Provisioning Stateful Kubernetes Containers that Work Hard and Stay Alive

December 15, 2018

(This blog is the second installment of a four-part series)

By default, all containers are free from limits but subject to eviction

By default, Kubernetes places very few limits on a container. A default, “best effort” container can take as many resources as it needs until the Kubernetes system decides that the container should be evicted, typically because system memory has become scarce.

Each container runs within a virtual machine which is called a “node”. By sharing all the resources of a node, best-effort containers have several advantages:

Containers can sustain a burst of service, expanding their resource usage as needed, particularly for short-term spikes
Resources on the node are not reserved for idle containers
Containers that have gotten into trouble with unexpected resource problems, such as infinite loops or memory leaks, will be automatically evicted
Containers that have been evicted may be automatically restarted (if they have a restartable specification and resources permit)

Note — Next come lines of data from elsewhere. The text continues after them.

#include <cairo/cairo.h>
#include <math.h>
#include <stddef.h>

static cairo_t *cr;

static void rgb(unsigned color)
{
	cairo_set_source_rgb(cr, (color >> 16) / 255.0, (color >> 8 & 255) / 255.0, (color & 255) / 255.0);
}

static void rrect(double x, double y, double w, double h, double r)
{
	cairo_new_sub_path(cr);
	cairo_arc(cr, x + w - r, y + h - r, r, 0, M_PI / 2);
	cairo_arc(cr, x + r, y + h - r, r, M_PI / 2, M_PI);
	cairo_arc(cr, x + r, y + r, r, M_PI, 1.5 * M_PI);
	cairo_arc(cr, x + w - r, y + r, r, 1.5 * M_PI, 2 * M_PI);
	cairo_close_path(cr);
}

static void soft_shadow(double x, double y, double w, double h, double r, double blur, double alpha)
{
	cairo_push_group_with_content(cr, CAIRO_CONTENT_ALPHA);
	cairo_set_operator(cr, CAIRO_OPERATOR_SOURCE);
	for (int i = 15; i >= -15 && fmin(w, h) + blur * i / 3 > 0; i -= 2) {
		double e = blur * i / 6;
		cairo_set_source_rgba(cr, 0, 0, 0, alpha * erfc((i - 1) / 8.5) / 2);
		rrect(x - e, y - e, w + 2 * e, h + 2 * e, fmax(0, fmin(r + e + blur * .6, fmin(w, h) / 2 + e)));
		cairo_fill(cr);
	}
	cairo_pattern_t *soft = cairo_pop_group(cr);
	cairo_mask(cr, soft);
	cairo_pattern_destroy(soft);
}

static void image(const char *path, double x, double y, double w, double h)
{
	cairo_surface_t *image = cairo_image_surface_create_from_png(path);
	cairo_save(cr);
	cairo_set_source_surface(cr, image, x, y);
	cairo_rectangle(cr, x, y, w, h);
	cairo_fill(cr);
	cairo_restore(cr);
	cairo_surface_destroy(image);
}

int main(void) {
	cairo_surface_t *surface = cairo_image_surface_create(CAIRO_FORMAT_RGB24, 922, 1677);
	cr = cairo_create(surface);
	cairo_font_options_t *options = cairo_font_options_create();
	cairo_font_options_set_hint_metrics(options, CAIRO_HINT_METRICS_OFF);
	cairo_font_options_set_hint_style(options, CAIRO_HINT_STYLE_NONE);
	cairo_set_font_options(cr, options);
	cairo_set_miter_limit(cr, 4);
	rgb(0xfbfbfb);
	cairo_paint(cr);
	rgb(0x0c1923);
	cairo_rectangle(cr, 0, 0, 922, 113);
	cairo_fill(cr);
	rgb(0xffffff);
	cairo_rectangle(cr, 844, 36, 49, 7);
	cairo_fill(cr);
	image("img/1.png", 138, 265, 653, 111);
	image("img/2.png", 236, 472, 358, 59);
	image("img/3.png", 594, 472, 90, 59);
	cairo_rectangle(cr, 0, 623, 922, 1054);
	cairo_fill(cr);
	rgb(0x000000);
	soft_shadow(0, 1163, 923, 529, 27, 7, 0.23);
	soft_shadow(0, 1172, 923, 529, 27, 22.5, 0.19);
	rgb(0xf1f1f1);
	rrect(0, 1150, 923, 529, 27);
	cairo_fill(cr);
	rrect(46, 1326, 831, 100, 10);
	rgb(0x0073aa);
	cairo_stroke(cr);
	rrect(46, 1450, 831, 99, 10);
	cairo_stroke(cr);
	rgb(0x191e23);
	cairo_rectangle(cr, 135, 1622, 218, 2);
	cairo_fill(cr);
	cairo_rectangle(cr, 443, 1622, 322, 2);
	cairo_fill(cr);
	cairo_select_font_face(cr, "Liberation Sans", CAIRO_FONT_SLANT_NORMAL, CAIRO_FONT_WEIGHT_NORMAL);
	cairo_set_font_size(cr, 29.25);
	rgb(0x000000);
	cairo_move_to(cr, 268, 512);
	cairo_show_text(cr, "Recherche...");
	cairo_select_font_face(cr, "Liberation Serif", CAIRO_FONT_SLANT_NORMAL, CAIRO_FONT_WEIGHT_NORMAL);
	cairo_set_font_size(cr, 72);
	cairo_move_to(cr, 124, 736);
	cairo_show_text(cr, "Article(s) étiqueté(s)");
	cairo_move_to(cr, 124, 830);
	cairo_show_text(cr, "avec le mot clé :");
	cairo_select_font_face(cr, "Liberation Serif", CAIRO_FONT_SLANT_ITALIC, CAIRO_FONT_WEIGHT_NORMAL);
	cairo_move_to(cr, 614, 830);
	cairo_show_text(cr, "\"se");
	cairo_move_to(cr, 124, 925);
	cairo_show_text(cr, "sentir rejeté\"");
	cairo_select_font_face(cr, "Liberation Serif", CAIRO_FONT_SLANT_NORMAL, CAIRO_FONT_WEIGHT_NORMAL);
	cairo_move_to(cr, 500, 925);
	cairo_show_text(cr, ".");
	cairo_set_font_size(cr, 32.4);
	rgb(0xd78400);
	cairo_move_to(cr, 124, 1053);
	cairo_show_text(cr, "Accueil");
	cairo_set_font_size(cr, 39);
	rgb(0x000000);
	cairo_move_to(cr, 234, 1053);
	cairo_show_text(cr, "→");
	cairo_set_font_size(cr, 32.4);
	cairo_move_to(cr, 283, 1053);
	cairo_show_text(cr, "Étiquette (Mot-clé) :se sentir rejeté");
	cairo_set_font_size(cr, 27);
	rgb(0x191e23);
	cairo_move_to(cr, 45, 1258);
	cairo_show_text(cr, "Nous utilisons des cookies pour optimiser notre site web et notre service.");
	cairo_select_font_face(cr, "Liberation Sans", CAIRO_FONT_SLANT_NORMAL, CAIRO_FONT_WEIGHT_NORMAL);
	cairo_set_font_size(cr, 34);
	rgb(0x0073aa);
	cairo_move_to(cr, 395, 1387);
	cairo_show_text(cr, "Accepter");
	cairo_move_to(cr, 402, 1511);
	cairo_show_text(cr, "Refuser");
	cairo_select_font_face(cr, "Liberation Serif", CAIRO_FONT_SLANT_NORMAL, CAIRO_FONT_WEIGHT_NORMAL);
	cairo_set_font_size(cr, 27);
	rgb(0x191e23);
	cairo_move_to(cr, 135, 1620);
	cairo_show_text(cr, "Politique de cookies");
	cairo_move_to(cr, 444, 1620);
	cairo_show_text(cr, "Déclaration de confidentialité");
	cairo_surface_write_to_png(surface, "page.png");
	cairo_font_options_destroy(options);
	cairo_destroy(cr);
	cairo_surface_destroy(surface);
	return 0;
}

This resolution of resource contention implies that the eviction of a given container is no big deal. This assumption is generally true for a stateless app, in which many containers may share the service load. However, for stateful apps, container eviction could cause disruption of service.

How containers are monitored, and where to find evidence of evictions

There are at least two concurrent systems for monitoring the resource usage of containers in Kubernetes. One is the Kubernetes kubelet monitor which observes whether containers are exceeding their stated limits. Another is the Linux Out-of-memory (OOM) killer which runs on each node, watching the RAM available on that node. Fundamentally, these monitors are protecting the liveliness of the node and its Kubernetes system functions.

After evicting a container, the Kubelet monitor generally provides info about the eviction within the status of a cluster, such as when queried with kubectl get pods. For example, restartable containers will restart after eviction and will have a non-zero number in the column “Restarts”. Containers that cannot be restarted after eviction by kubelet are left in an error state in the column “Status”.

To see eviction in action, see a sample from Kubernetes documentation that demonstrates a simple container that gets evicted. This eviction results from the sample container exceeding its stated memory limits. Importantly, this sample overage does not threaten the system containers on the node–there is still plenty of memory on the node to run Kubernetes. Thus, in this sample, the kubelet monitor has sufficient memory and CPU to do its eviction responsibility; the node itself is not under pressure.

The Linux OOM Killer, on the other hand, gets invoked when the node itself is starved for memory. In that situation, Kubernetes system containers, which control Kubernetes system logging, may be threatened and may not function as designed. Thus, there may not be much evidence of the Linux OOM killer in Kubernetes status reports. Evictions by the OOM tool may only show up in the syslog of a given node. To access that information, use the platform tools (gcloud on GKE, bosh on PKS) to obtain a shell on the node.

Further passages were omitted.